Les actions ont chuté et les obligations se sont redressées, car la Réserve fédérale prévoit désormais, à la surprise générale, deux hausses de taux d’intérêt en 2023. De plus, un président régional de la FED a déclaré que le premier relèvement pourrait avoir lieu dès l’année prochaine.

Une enquête révèle qu’à l’heure actuelle, une « erreur de politique de la banque centrale » est le troisième risque qui inquiète le plus les investisseurs. Seuls une inflation et des rendements obligataires plus élevés que prévu et de nouvelles variantes du coronavirus qui contournent les vaccins COVID-19 sont considérés comme des soucis plus menaçants. L’enquête de la Deutsche Bank, menée auprès de plus de 400 participants, révèle que le pourcentage de la crainte d’une erreur de politique de la banque centrale en tant que risque est passé à 43 % en juin, contre 39 % en mai et 21 % en avril.

Poursuite de la hausse de l’inflation : le scénario privilégié par les investisseurs

L’enquête a révélé que 82 % des répondants s’attendent toujours à une augmentation de l’inflation après la pandémie de COVID-19, contre seulement 10 % comptant sur une déflation. Un cinquième déclare que l’inflation américaine dépassera en moyenne 3 % au cours des 5 prochaines années, tandis que 17 % voient l’inflation sous l’objectif de la FED.
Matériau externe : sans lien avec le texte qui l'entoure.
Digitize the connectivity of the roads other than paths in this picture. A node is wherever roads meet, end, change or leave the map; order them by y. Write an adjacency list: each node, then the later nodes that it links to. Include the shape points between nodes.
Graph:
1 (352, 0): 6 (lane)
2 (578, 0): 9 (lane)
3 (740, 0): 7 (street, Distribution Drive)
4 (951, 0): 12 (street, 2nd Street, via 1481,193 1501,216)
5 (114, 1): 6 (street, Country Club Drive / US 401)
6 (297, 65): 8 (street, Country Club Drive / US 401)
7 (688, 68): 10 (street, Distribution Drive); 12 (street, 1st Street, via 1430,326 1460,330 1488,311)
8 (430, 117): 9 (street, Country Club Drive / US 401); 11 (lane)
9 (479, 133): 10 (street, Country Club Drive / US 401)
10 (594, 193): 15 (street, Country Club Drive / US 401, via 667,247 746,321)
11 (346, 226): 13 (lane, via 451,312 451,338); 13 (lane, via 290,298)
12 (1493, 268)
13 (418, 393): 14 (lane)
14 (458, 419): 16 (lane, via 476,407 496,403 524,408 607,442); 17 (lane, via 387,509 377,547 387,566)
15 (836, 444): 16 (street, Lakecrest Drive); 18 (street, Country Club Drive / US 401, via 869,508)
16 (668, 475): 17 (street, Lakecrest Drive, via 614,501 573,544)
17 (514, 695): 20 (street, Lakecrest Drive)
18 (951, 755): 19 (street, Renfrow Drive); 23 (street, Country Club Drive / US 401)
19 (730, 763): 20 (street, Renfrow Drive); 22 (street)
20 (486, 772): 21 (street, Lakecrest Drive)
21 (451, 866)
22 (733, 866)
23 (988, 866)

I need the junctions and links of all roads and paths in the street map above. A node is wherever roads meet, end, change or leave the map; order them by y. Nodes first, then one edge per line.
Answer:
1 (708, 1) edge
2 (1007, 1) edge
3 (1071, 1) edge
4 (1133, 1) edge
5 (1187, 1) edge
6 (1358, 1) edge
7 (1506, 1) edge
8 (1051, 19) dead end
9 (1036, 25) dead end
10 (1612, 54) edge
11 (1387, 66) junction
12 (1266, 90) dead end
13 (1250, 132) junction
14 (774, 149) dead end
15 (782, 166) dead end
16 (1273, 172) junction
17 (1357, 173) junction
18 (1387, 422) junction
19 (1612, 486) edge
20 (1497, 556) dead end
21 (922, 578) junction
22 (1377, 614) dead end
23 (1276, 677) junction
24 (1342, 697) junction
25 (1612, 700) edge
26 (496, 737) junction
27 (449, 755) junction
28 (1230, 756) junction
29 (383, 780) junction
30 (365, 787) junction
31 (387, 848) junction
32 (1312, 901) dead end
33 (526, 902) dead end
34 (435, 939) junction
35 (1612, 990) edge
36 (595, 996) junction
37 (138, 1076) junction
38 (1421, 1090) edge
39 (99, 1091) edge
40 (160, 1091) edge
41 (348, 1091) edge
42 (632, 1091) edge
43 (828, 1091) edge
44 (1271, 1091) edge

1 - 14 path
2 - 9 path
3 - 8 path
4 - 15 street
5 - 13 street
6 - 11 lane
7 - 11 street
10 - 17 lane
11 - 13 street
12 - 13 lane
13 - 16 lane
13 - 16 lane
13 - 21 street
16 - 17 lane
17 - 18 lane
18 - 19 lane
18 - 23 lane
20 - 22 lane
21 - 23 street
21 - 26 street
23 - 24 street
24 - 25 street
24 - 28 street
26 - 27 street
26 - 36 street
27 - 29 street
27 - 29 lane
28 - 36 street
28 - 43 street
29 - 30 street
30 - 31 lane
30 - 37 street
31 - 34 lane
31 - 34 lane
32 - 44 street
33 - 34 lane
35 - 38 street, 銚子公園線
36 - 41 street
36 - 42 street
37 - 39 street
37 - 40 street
Lundi, le rendement du Trésor à 10 ans a encore baissé, glissant jusqu’à 1,35 %. John Williams, le président de la FED de New York, devrait devenir le premier membre dovish – en dehors du président Jerome Powell – à prendre la parole depuis la décision de la FED. Powell apparaît ce mardi devant un comité de la Chambre des représentants. Le président de la FED de Saint-Louis, James Bullard, dont les commentaires ont secoué les marchés vendredi, doit également s’exprimer lundi, aux côtés du président de la FED de Dallas, Robert Kaplan.